ぼうっと立ち尽くす間に雨は勢いを増していって、我に帰って気付いて屋根の下に行ったときには体中が濡れていた。
濡れた服がぴったりと肌にくっ付いて気持ち悪い。
乾くまでもう少しここで雨宿りをしていようかと思っていたとき、遠くから誰かが傘を持って歩くのが見えた。
誰かの迎えかなぁ、とか相合い傘でもするのかな、なんて思いながら、空を見上げた。
分厚く空を覆った灰色から、ざあざあと雨が降り注ぐ。
折りたたみ傘ってこういうときにあるんだなぁ、と考えながら空を見ていると、両肩をぽんぽんと叩かれた。
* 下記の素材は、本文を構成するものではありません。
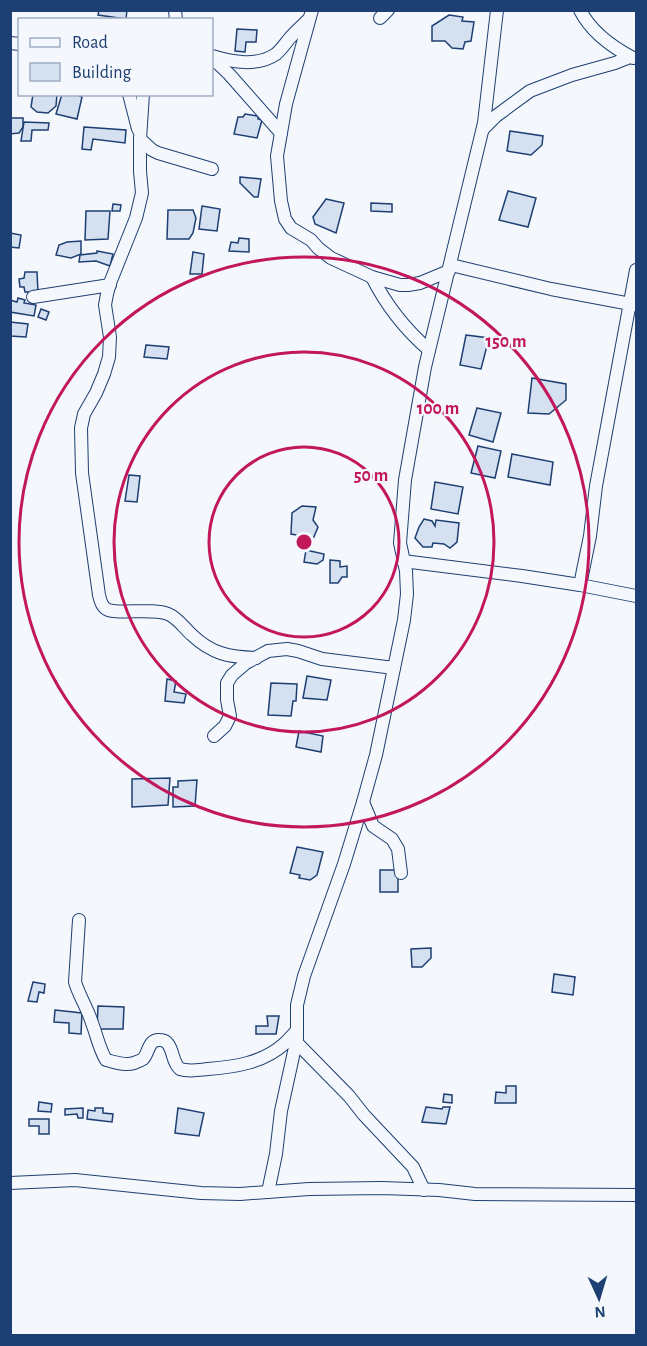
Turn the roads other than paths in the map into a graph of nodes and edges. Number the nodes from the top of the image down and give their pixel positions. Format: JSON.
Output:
{"nodes":[{"id":1,"x":497,"y":10,"type":"edge"},
{"id":2,"x":580,"y":10,"type":"edge"},
{"id":3,"x":311,"y":14,"type":"edge"},
{"id":4,"x":213,"y":57,"type":"edge"},
{"id":5,"x":213,"y":58,"type":"edge"},
{"id":6,"x":633,"y":59,"type":"edge"},
{"id":7,"x":129,"y":96,"type":"edge"},
{"id":8,"x":143,"y":96,"type":"edge"},
{"id":9,"x":483,"y":129,"type":"junction"},
{"id":10,"x":281,"y":133,"type":"junction"},
{"id":11,"x":140,"y":138,"type":"junction"},
{"id":12,"x":212,"y":169,"type":"dead end"},
{"id":13,"x":450,"y":268,"type":"junction"},
{"id":14,"x":636,"y":270,"type":"edge"},
{"id":15,"x":372,"y":277,"type":"junction"},
{"id":16,"x":110,"y":285,"type":"junction"},
{"id":17,"x":33,"y":297,"type":"dead end"},
{"id":18,"x":633,"y":305,"type":"edge"},
{"id":19,"x":429,"y":350,"type":"junction"},
{"id":20,"x":403,"y":561,"type":"junction"},
{"id":21,"x":580,"y":585,"type":"junction"},
{"id":22,"x":636,"y":596,"type":"edge"},
{"id":23,"x":255,"y":658,"type":"junction"},
{"id":24,"x":394,"y":668,"type":"junction"},
{"id":25,"x":214,"y":736,"type":"dead end"},
{"id":26,"x":363,"y":802,"type":"junction"},
{"id":27,"x":401,"y":873,"type":"dead end"},
{"id":28,"x":79,"y":920,"type":"dead end"},
{"id":29,"x":296,"y":1036,"type":"junction"},
{"id":30,"x":10,"y":1184,"type":"edge"},
{"id":31,"x":423,"y":1190,"type":"junction"},
{"id":32,"x":268,"y":1192,"type":"junction"},
{"id":33,"x":636,"y":1195,"type":"edge"}],
"edges":[{"from":1,"to":9,"type":"street"},
{"from":2,"to":6,"type":"street"},
{"from":3,"to":4,"type":"street"},
{"from":3,"to":10,"type":"street"},
{"from":5,"to":10,"type":"street"},
{"from":6,"to":9,"type":"street"},
{"from":7,"to":11,"type":"street"},
{"from":8,"to":11,"type":"street"},
{"from":9,"to":13,"type":"street"},
{"from":10,"to":15,"type":"street"},
{"from":11,"to":12,"type":"street"},
{"from":11,"to":16,"type":"street"},
{"from":13,"to":15,"type":"street"},
{"from":13,"to":18,"type":"street"},
{"from":13,"to":19,"type":"street"},
{"from":14,"to":18,"type":"street"},
{"from":15,"to":19,"type":"street"},
{"from":16,"to":17,"type":"street"},
{"from":16,"to":23,"type":"street"},
{"from":18,"to":21,"type":"street"},
{"from":19,"to":20,"type":"street"},
{"from":20,"to":21,"type":"street"},
{"from":20,"to":24,"type":"street"},
{"from":21,"to":22,"type":"street"},
{"from":23,"to":24,"type":"street"},
{"from":23,"to":25,"type":"street"},
{"from":24,"to":26,"type":"street"},
{"from":26,"to":27,"type":"street"},
{"from":26,"to":29,"type":"street"},
{"from":28,"to":29,"type":"street"},
{"from":29,"to":31,"type":"street"},
{"from":29,"to":32,"type":"street"},
{"from":30,"to":32,"type":"street"},
{"from":31,"to":32,"type":"street"},
{"from":31,"to":33,"type":"street"}]}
驚きながらも振り向くと、そこには高校生の彼ら二人がいた。
「あれ、どうしたんですか?こんな遅い時間に学校帰りとか」
「いやぁ…文化祭の諸々で生徒会忙しくて…最近はずっと残ってるよ」
そういう彼と、生徒会長の彼の目元に、僅かに薄く隈が出来ていた。
「それはお疲れさまです。…え、もしかして迎えに来てくれたんですかぁ?」
「いや、そう言うわけじゃないんだけど…ここ通学路なんだよね。それで通ったらたまたま居たから……」
なぁんだ、と声を出すと、二人とも顔を見合わせて笑った。
「とりあえず帰りましょ。二人とも寒いでしょ。俺もびちゃびちゃでお風呂入りたいし」
そう言って、俺は一歩ずつ踏み出す。
彼らも後ろから傘を差して歩いてきた。